Ladyce 13/11/2011
A ambiguidade que nos rodeia
Depois da leitura do excelente romance A MULHER DE VERMELHO E BRANCO, de Contardo Calligaris, [ Cia das Letras: 2011] eu gostaria de poder rever meu primeiro professor em teoria da percepção, Antônio Gomes Penna (1917-2010), para dizer, “valeu mestre”, o senhor me preparou para a boa interpretação de texto e das artes visuais. A realidade é plural. É a soma do que vemos e do que não vemos. Mas através desses anos, como historiadora da arte, o conhecimento da gestalt raramente se fez óbvio, pelo menos ostensivamente. A razão é simples: a ênfase tem sido na historiadora e não no teórico das artes visuais. A história da cultura ocidental através das artes plásticas e da literatura prevaleceu sobre as teorias da percepção, se isso pode de fato acontecer, porque a história também está sujeita às interpretações diversas não sendo fixa nem sedimentada. Como tudo mais é a soma do que vemos e do que não vemos. O romance de Contardo Calligaris é uma fascinante e deliciosa aventura, contagiante e sedutora, no mundo das nossas percepções daquilo que nos rodeia, daquilo que nos afeta e até mesmo da interpretação dos nossos sonhos.
Mas não se enganem, A MULHER DE VERMELHO E BRANCO é antes de tudo uma ótima história, contada de maneira simples, direta, sem muitos rodeios literários. É um quase-thriller. Digo um quase-thriller porque as aventuras que se desenrolam ao longo do caminho são mais de ordem intelectual. Até mesmo o perigo é mais potencial do que factual, se bem que tão importante quanto. Mas há um fio condutor de suspense até a última página, quando temos que reconsiderar tudo o que poderíamos ter imaginado e somá-lo ao que já considerávamos como certo.
A trama se passa em seis meses de 2003 com duas atualizações em 2010 e 2011 e retrata a vida do psicanalista Carlo Antonini, dentro e fora de seu consultório: vida profissional e particular. São os dois aspectos de sua vida que se entrelaçam: ora o psicanalista, ora o homem comum nos ajudam a construir o enredo. Seguindo seus passos e suas divagações, considerando os amigos, as conversas e, em particular, uma paciente entramos com ele na difícil arte de interpretar a realidade que se apresenta aos seus olhos. A MULHER DE VERMELHO E BRANCO não deixa de ser um envolvente ensaio prático sobre a ambigüidade, um documento lúdico que demonstra como as condições do observador modificam a importância do que é percebido.

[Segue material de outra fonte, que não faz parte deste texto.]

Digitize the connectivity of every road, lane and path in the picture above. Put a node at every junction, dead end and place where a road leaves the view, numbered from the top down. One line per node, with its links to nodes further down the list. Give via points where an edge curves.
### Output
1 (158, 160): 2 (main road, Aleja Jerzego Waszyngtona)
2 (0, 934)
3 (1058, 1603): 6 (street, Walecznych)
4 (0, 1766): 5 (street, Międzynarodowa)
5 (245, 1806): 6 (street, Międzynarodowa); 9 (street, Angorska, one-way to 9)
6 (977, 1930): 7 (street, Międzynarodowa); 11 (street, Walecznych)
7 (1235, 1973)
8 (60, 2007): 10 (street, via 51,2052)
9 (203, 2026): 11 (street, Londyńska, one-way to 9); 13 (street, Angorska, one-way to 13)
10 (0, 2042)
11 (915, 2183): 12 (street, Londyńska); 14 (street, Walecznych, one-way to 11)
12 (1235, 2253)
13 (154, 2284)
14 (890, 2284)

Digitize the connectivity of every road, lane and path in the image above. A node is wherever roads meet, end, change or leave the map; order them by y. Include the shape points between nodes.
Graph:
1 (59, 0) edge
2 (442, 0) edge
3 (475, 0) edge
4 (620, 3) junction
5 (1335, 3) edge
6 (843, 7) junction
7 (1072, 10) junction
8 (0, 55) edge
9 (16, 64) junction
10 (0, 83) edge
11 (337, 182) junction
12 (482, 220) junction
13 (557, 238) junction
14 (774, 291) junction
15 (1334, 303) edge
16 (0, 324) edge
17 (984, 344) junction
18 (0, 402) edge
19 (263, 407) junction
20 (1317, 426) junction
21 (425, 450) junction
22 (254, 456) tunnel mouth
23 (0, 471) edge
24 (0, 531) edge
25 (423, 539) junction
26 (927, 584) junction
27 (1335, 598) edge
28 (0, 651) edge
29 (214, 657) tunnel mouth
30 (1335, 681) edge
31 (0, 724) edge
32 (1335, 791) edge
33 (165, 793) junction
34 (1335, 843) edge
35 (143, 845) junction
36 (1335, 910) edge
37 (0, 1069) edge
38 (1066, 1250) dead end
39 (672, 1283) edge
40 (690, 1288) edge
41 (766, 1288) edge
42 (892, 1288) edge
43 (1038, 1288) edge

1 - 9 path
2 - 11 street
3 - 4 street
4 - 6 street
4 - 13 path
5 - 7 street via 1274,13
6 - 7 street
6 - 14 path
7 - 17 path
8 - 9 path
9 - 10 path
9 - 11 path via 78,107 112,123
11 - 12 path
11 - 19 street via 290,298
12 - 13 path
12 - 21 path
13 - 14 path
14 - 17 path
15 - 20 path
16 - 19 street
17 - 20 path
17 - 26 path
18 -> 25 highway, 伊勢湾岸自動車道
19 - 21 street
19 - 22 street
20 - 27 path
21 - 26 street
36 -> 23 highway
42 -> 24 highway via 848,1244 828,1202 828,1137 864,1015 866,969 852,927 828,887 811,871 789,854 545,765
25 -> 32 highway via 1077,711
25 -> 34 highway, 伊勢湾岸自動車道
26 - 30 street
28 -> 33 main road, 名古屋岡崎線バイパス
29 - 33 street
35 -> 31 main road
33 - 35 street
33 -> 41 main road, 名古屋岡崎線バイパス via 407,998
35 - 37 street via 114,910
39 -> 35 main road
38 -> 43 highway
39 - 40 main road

Nessa narrativa tudo tem muitas faces. Tudo é a soma de todos os seus componentes tanto os percebidos quanto os que estão distantes do nosso conhecimento: as pessoas têm diferentes nacionalidades, vão e vêm de diferentes países, falam pelo menos duas diferentes línguas com familiaridade. São famílias com mais de uma identidade, vindas de diversos lugares do mundo. Duas mulheres, que a princípio parecem diametralmente opostas, ambas com singular dualidade entre seus nomes de batismo e os nomes pelos quais vêm a ser conhecidas, apresentam comportamentos que, por base em um evento, parecem se modificar no inesperado oposto do que haviam sido até então. Ambas podem ou não ser suspeitas de atos de violência, mas ambas também podem demonstrar fragilidade e doçura. Até mesmo o psicanalista Carlo Antonini que narra o romance, que trafega com familiaridade entre São Paulo, Nova York e Paris, que muda de língua como se muda de roupa, considera a ambivalência do dentro e do fora de seu consultório, de seus motivos e até do que a vida poderia ter sido. E ainda é confrontado com a ambivalente leitura que faz daqueles que o rodeiam, dos amigos e conhecidos. Não é que a realidade esteja sempre em questionamento na narrativa, é ela que se apresenta camaleonesca, múltipla, facetada e precisa ser ajustada à medida que os personagens dão vazão à fluidez de suas vidas.
Mais do que um romance, uma aventura ou um thriller, A MULHER DE VERMELHO E BRANCO é um exemplo do trabalho da psicologia cognitiva. Ele demonstra a realidade é ambígua, que cada pessoa, fato ou evento pode mudar de acordo com a interpretação que deles fazemos. E, no final, quase somos surpreendidos, não necessariamente pela trama. Mas quando consideramos o efeito da ambiguidade em tudo que nos cerca. Como conseguimos navegar ao longo de nossas vidas sem maiores embates, sem grandes desentendimentos, quando não podemos compreender tudo o que nos cerca? Parece fantástico, miraculoso até: se cada um de nós percebe o mundo de maneira tão diferente, tudo deveria contribuir para um caos ainda maior do que o que enfrentamos, para o oposto da ordem. Vale a leitura. Recomendo.